(Stored data entries)
* * *
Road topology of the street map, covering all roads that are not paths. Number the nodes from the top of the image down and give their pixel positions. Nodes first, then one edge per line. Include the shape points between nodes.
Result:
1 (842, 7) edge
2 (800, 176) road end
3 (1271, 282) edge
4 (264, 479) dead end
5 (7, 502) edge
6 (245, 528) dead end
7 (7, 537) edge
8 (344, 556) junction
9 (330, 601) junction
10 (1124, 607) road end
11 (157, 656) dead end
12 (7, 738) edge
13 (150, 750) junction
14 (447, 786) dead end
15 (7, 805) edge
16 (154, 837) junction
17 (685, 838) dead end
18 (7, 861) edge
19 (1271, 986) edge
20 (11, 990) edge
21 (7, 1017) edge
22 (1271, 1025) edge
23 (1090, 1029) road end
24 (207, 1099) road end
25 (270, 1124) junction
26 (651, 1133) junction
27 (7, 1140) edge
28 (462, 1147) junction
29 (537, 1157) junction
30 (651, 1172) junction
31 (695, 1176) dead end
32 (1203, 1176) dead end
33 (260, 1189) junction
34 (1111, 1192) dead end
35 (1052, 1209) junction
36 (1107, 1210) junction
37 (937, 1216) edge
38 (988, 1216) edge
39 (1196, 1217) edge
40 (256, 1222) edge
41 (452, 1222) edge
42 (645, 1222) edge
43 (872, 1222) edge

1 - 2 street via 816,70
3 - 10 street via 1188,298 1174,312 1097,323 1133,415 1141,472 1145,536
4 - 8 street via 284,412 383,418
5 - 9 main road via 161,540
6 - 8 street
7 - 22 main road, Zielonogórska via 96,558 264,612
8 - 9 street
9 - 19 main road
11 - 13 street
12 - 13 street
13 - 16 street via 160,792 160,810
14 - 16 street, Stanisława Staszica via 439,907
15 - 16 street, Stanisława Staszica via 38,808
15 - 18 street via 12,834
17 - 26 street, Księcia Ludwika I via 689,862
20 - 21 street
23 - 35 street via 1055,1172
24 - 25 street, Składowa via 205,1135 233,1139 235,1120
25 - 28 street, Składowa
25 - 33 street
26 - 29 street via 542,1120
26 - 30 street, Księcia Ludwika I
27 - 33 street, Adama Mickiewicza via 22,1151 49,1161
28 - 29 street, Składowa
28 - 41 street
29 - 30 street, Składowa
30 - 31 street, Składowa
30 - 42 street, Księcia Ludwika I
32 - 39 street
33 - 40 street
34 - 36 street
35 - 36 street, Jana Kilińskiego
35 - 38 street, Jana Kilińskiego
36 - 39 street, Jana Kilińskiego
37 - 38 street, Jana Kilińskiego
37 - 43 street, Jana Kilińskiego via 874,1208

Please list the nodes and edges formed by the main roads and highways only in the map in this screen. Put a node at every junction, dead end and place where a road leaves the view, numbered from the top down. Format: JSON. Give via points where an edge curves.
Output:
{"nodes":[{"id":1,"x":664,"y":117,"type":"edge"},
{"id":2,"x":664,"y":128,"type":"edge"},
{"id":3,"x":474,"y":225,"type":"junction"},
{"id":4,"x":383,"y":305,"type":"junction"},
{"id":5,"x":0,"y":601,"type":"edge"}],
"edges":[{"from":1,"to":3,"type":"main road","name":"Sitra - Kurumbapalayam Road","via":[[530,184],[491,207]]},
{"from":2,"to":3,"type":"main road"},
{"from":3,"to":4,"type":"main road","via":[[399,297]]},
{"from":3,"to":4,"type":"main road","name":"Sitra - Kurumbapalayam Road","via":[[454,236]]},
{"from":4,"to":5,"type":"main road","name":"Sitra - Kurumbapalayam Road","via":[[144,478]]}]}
* * *
Activity
Across the entries above, find the lines with the string "points" and copy them.

Exercise response
Road topology of the street map, covering all roads that are not paths. Number the nodes from the top of the image down and give their pixel positions. Nodes first, then one edge per line. Include the shape points between nodes.
Please list the nodes and edges formed by the main roads and highways only in the map in this screen. Put a node at every junction, dead end and place where a road leaves the view, numbered from the top down. Format: JSON. Give via points where an edge curves.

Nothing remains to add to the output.